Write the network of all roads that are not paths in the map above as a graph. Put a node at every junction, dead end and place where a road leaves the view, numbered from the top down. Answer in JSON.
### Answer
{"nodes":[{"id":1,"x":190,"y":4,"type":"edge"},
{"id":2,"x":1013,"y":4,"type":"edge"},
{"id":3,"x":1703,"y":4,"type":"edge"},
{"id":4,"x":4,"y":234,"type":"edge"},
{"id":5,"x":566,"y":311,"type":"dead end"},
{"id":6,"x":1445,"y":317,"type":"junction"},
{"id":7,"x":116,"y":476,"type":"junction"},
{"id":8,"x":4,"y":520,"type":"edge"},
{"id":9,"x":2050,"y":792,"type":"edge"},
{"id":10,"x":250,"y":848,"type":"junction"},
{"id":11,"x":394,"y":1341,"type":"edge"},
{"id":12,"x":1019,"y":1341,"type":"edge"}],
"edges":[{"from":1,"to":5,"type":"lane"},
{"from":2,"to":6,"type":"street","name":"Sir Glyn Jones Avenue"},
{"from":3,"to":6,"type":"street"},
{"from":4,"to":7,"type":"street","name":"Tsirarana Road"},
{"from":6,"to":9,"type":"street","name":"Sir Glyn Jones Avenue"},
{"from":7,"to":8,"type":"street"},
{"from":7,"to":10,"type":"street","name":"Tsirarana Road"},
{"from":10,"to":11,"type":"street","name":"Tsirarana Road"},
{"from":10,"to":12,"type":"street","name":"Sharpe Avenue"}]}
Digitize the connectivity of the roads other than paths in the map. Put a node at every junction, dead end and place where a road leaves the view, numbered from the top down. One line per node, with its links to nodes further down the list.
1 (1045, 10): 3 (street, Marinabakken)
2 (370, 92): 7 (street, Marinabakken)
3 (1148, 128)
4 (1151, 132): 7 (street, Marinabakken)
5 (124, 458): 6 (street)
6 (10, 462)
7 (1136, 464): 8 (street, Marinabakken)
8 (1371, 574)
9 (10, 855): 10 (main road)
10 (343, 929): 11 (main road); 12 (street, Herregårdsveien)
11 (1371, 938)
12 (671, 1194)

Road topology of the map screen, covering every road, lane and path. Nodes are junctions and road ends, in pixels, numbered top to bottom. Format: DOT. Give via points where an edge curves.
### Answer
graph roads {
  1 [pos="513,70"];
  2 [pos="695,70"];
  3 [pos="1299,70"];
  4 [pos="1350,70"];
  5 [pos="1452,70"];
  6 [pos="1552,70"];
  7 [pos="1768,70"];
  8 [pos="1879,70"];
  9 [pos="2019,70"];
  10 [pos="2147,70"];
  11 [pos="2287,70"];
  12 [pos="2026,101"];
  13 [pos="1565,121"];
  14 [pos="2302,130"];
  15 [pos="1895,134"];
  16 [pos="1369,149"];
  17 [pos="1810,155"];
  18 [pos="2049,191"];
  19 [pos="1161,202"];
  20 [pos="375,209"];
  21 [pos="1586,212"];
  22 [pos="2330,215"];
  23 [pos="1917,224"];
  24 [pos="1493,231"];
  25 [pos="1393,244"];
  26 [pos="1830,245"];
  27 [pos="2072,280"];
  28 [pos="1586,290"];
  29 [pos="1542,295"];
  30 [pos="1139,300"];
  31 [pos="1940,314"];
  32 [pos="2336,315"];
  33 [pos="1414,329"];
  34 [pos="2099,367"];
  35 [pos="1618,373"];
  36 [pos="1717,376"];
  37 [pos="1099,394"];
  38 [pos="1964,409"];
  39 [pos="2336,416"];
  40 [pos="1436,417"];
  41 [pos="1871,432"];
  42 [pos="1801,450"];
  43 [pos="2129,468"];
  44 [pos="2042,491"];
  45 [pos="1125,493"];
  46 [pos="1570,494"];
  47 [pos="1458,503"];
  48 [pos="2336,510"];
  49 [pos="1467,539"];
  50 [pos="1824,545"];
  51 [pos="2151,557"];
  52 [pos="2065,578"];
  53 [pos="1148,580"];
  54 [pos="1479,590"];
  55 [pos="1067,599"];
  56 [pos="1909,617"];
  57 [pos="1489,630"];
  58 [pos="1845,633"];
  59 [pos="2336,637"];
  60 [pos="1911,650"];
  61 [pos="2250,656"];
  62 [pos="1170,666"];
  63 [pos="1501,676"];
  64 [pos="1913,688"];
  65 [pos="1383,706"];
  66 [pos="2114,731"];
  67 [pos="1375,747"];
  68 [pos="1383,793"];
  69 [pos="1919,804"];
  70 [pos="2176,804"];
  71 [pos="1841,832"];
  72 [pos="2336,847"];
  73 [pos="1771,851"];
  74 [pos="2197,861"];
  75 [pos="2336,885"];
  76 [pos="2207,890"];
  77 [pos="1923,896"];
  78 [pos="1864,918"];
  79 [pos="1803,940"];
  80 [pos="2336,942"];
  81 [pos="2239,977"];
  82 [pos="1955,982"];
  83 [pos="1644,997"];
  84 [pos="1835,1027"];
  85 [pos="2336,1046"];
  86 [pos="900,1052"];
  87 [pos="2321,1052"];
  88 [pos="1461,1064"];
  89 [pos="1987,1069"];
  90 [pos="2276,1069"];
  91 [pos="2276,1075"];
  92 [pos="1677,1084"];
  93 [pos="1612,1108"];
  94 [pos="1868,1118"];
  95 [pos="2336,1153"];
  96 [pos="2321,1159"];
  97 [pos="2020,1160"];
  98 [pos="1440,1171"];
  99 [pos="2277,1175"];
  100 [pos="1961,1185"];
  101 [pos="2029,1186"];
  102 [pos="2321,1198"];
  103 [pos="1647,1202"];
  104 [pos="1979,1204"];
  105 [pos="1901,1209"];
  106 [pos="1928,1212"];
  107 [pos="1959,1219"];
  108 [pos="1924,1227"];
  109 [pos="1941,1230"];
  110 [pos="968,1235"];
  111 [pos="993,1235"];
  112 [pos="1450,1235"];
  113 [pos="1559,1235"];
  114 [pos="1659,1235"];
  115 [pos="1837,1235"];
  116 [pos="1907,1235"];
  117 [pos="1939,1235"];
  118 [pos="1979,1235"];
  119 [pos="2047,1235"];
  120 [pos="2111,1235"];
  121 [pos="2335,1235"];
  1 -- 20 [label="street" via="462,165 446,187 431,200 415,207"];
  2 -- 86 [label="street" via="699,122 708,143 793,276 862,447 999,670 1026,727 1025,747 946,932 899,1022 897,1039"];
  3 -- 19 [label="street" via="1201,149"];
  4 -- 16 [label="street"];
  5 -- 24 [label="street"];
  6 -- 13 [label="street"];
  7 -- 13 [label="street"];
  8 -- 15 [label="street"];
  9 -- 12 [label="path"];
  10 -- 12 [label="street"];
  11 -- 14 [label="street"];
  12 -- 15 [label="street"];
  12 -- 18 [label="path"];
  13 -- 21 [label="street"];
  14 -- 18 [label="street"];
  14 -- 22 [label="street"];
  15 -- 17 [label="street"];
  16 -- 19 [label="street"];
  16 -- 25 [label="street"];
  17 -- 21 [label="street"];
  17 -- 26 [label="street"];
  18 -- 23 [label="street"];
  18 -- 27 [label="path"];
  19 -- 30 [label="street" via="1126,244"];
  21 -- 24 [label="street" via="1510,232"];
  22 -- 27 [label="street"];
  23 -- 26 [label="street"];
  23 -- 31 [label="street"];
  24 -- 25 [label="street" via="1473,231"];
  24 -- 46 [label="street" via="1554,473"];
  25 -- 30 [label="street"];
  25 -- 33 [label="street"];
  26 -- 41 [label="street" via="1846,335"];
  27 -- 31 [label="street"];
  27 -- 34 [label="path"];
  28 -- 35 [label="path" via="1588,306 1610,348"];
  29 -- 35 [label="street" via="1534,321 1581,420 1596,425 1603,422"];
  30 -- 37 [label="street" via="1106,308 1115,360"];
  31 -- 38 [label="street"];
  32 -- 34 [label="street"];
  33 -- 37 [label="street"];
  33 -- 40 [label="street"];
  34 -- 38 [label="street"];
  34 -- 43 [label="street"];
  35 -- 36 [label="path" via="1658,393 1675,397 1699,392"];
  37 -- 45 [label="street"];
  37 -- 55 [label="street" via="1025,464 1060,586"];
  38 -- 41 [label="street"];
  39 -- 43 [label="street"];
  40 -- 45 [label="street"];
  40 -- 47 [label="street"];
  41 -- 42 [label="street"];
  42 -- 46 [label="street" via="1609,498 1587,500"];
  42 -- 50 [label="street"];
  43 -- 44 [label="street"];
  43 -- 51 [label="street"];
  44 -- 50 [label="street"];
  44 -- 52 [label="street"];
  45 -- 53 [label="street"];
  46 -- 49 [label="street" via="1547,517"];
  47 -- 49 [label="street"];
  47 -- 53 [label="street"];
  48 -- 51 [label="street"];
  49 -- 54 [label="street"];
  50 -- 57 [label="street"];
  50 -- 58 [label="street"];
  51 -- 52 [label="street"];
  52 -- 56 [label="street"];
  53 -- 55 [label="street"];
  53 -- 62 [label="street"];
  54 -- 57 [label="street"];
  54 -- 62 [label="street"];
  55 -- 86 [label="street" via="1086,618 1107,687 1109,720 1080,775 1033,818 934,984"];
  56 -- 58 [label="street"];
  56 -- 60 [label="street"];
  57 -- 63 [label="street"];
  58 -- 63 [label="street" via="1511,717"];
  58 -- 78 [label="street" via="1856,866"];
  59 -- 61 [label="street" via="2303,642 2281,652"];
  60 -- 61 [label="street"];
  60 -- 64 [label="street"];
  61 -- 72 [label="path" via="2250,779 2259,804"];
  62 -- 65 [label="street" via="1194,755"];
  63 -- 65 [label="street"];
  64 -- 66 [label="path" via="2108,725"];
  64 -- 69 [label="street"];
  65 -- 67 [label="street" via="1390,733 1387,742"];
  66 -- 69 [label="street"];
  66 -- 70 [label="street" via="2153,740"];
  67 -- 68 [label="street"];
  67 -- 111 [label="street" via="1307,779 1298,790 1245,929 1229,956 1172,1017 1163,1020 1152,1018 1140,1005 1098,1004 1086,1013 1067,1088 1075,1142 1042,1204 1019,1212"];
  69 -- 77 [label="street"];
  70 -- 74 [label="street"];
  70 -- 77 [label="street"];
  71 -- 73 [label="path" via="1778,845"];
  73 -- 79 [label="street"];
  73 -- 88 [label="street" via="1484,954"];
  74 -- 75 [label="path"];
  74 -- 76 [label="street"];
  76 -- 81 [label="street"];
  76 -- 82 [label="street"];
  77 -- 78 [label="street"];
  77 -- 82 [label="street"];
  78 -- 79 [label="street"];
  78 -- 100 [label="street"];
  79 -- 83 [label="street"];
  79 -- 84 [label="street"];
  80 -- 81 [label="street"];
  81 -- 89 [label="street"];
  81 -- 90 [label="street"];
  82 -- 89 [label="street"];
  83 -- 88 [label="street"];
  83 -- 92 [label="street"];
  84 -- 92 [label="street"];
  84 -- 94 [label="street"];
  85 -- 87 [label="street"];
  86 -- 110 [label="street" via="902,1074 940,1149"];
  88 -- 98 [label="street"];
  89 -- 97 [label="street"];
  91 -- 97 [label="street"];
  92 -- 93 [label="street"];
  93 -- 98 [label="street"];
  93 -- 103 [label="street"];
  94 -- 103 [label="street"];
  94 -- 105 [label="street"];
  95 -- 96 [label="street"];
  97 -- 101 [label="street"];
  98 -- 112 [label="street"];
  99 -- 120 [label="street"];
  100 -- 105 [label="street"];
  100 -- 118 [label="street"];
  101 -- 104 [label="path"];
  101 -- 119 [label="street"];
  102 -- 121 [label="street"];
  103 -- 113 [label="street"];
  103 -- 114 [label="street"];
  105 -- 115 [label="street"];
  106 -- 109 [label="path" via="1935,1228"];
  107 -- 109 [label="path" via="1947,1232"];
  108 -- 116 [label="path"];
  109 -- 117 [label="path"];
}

**Your goal:** From the data above, reproduce word for word the lines running from the line with "Digitize the connectivity" to the line with "Road topology of", ends included.

**Solved problem:**
Digitize the connectivity of the roads other than paths in the map. Put a node at every junction, dead end and place where a road leaves the view, numbered from the top down. One line per node, with its links to nodes further down the list.
1 (1045, 10): 3 (street, Marinabakken)
2 (370, 92): 7 (street, Marinabakken)
3 (1148, 128)
4 (1151, 132): 7 (street, Marinabakken)
5 (124, 458): 6 (street)
6 (10, 462)
7 (1136, 464): 8 (street, Marinabakken)
8 (1371, 574)
9 (10, 855): 10 (main road)
10 (343, 929): 11 (main road); 12 (street, Herregårdsveien)
11 (1371, 938)
12 (671, 1194)

Road topology of the map screen, covering every road, lane and path. Nodes are junctions and road ends, in pixels, numbered top to bottom. Format: DOT. Give via points where an edge curves.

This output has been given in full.